» WORK REQUEST: Across the records below, report how many lines include the word "Right", stating the number alone.

» EXCERPTED RECORDS:
---+---

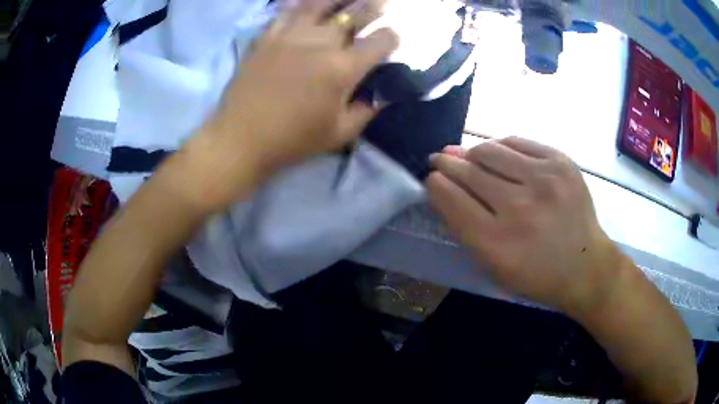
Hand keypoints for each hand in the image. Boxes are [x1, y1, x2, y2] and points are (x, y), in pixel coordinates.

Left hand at [179, 0, 396, 212]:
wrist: (241, 138)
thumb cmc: (292, 140)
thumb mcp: (339, 133)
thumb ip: (367, 109)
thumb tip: (385, 92)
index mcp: (343, 68)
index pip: (379, 42)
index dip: (391, 38)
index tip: (391, 40)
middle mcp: (320, 43)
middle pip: (354, 15)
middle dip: (373, 7)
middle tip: (381, 2)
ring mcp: (290, 35)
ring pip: (320, 4)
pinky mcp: (266, 37)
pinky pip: (286, 11)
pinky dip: (299, 5)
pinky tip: (306, 4)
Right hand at [427, 137, 622, 315]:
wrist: (586, 266)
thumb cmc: (536, 275)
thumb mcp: (493, 267)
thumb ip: (465, 228)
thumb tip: (444, 186)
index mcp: (497, 243)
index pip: (452, 199)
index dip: (436, 184)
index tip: (432, 177)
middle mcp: (520, 207)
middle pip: (469, 171)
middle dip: (448, 164)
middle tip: (440, 159)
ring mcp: (544, 180)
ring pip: (490, 150)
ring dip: (472, 152)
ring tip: (468, 157)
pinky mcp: (561, 162)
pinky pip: (517, 142)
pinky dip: (501, 146)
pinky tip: (497, 153)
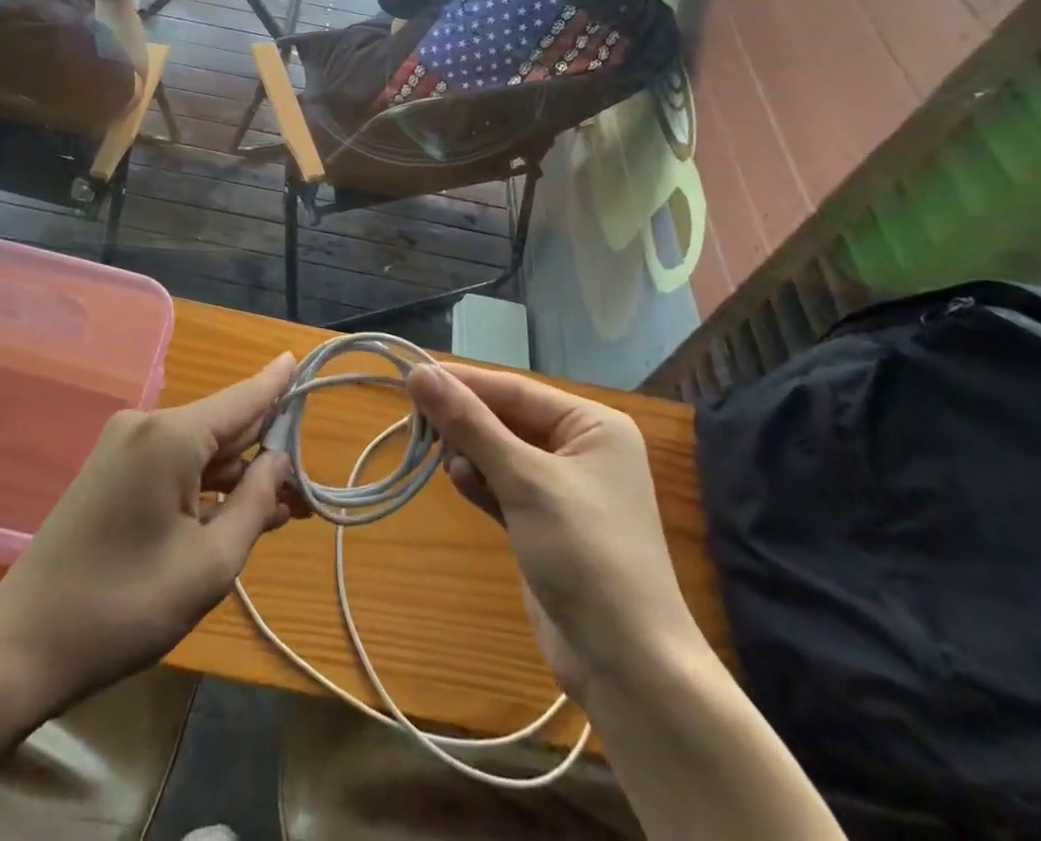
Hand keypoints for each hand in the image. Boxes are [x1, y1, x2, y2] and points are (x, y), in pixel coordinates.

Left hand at [0, 352, 304, 715]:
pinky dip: (206, 484)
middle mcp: (147, 425)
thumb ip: (255, 504)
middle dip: (266, 452)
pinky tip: (236, 510)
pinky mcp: (111, 470)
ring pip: (199, 448)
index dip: (277, 382)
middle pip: (223, 425)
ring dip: (238, 475)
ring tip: (284, 509)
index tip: (302, 358)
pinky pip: (173, 463)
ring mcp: (124, 446)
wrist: (23, 646)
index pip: (242, 398)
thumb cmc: (124, 608)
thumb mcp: (209, 564)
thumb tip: (279, 461)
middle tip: (308, 490)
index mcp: (170, 436)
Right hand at [405, 363, 699, 701]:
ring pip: (501, 452)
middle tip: (419, 425)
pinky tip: (459, 481)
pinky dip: (480, 482)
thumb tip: (418, 372)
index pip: (515, 390)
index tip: (412, 377)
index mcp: (593, 425)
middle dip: (466, 423)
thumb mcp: (524, 480)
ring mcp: (564, 490)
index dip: (463, 383)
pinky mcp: (545, 525)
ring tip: (444, 462)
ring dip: (471, 453)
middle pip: (507, 419)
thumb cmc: (585, 553)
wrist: (629, 668)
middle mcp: (581, 449)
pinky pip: (504, 487)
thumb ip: (469, 424)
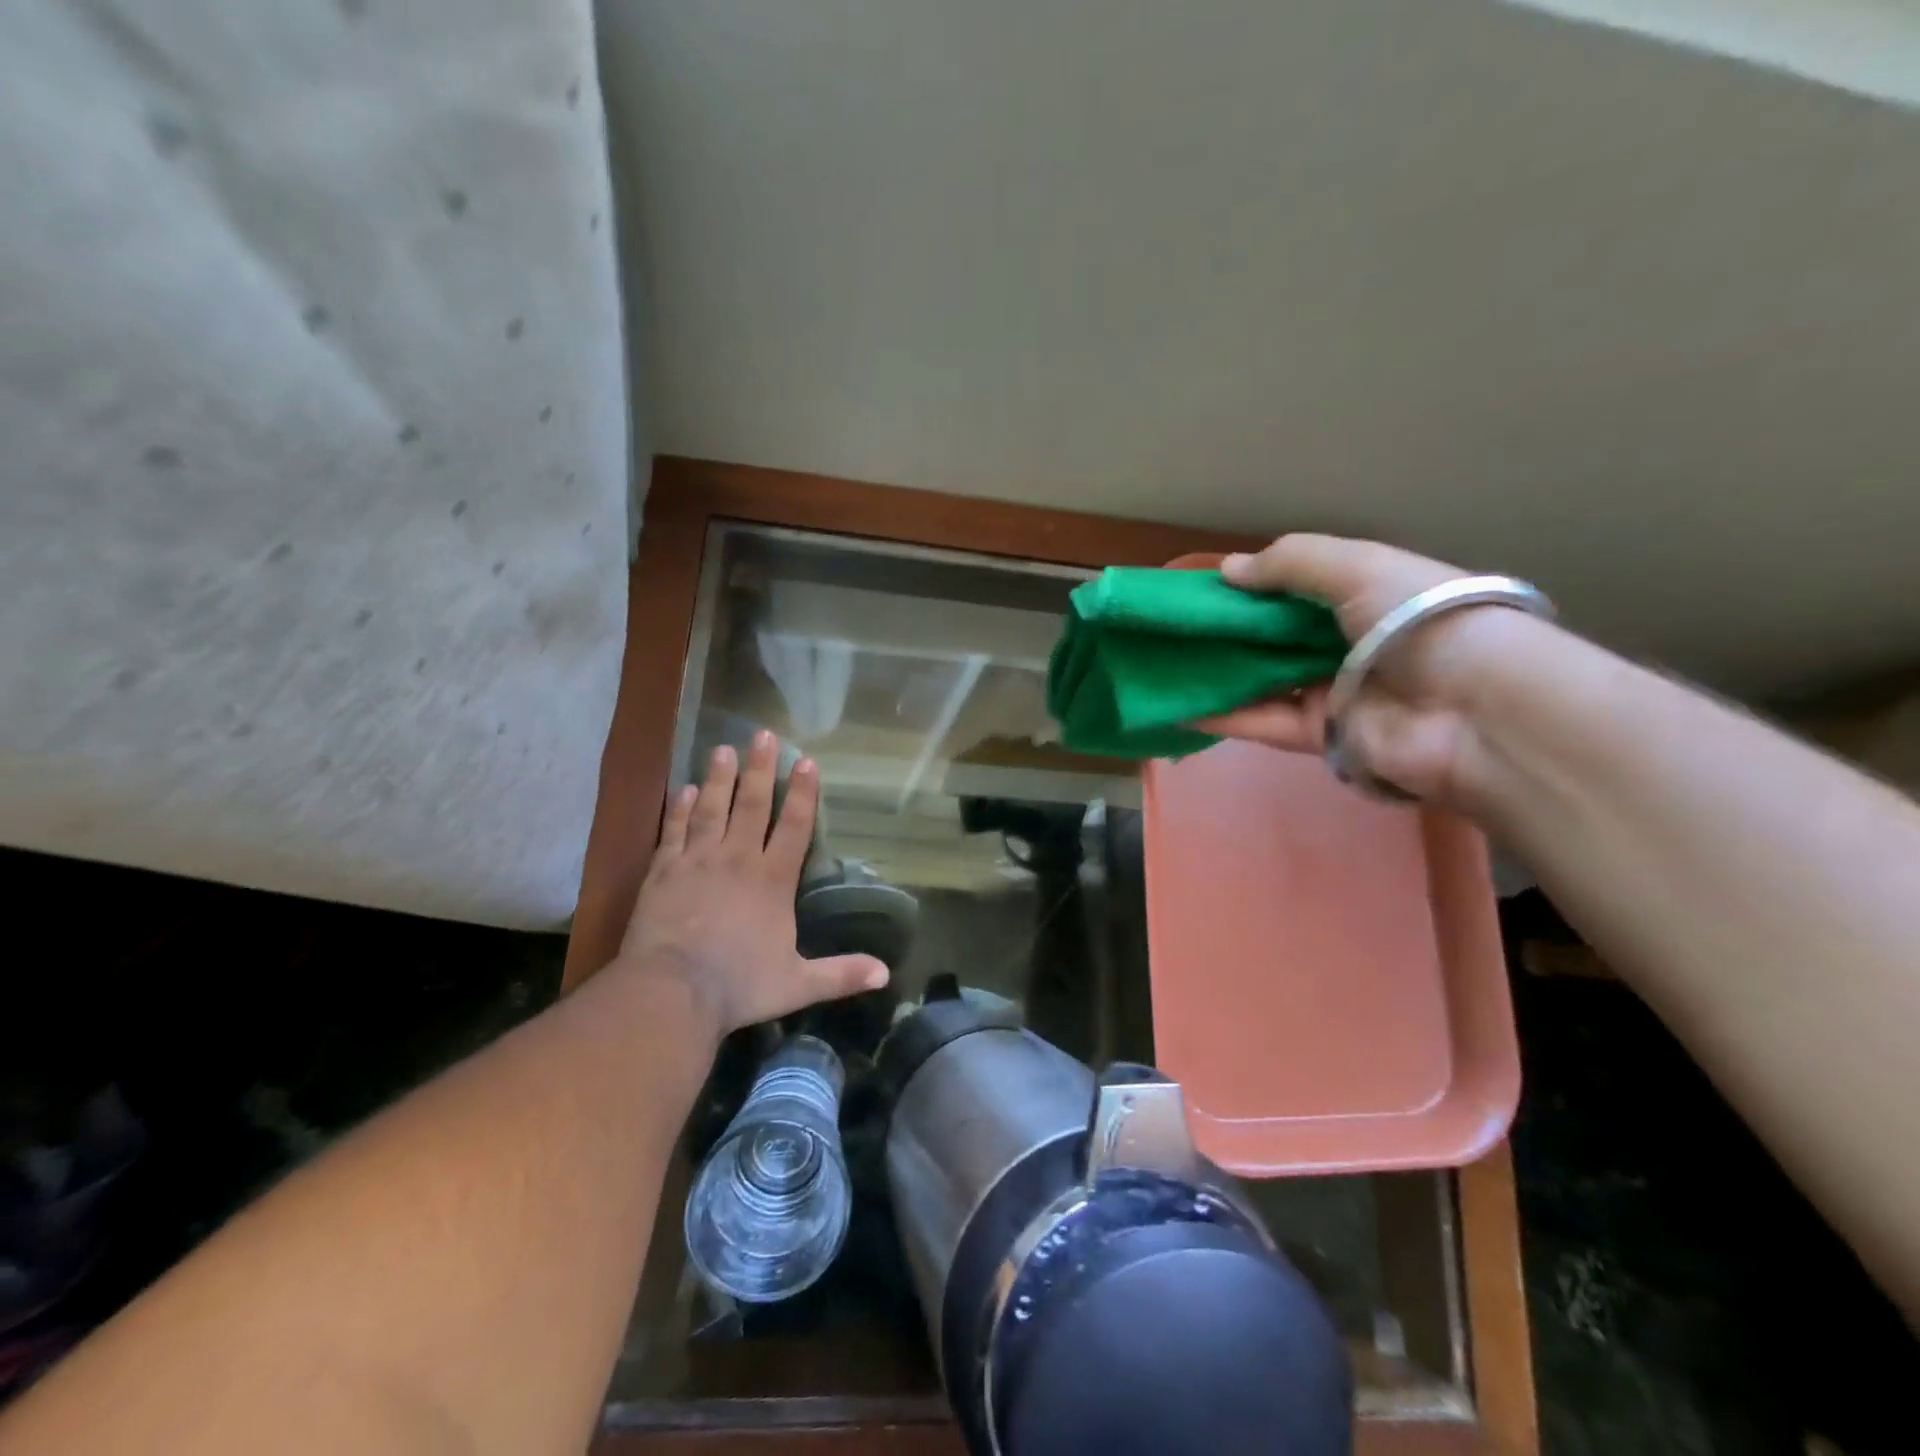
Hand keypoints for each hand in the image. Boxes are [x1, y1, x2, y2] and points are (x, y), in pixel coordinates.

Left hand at [618, 732, 888, 1039]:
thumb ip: (842, 974)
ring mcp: (697, 862)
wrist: (671, 993)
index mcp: (772, 881)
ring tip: (723, 749)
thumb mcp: (798, 984)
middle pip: (752, 805)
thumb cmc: (739, 986)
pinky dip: (679, 809)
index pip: (794, 827)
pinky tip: (683, 789)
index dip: (803, 793)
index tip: (807, 761)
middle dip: (761, 768)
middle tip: (764, 734)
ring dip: (719, 778)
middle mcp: (737, 860)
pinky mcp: (663, 873)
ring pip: (711, 809)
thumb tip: (886, 974)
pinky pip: (674, 831)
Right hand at [1196, 534, 1549, 804]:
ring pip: (1263, 679)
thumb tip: (1227, 570)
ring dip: (1218, 673)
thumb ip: (1290, 562)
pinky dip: (1223, 716)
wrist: (1476, 711)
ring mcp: (1332, 691)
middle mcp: (1346, 642)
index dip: (1252, 584)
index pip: (1298, 586)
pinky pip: (1263, 722)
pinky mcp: (1320, 736)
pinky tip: (1179, 705)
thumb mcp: (1358, 567)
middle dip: (1226, 630)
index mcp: (1365, 594)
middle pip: (1275, 635)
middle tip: (1171, 625)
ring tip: (1164, 664)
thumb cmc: (1419, 620)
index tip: (1202, 585)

---+---

» COMPLETED TASK: 3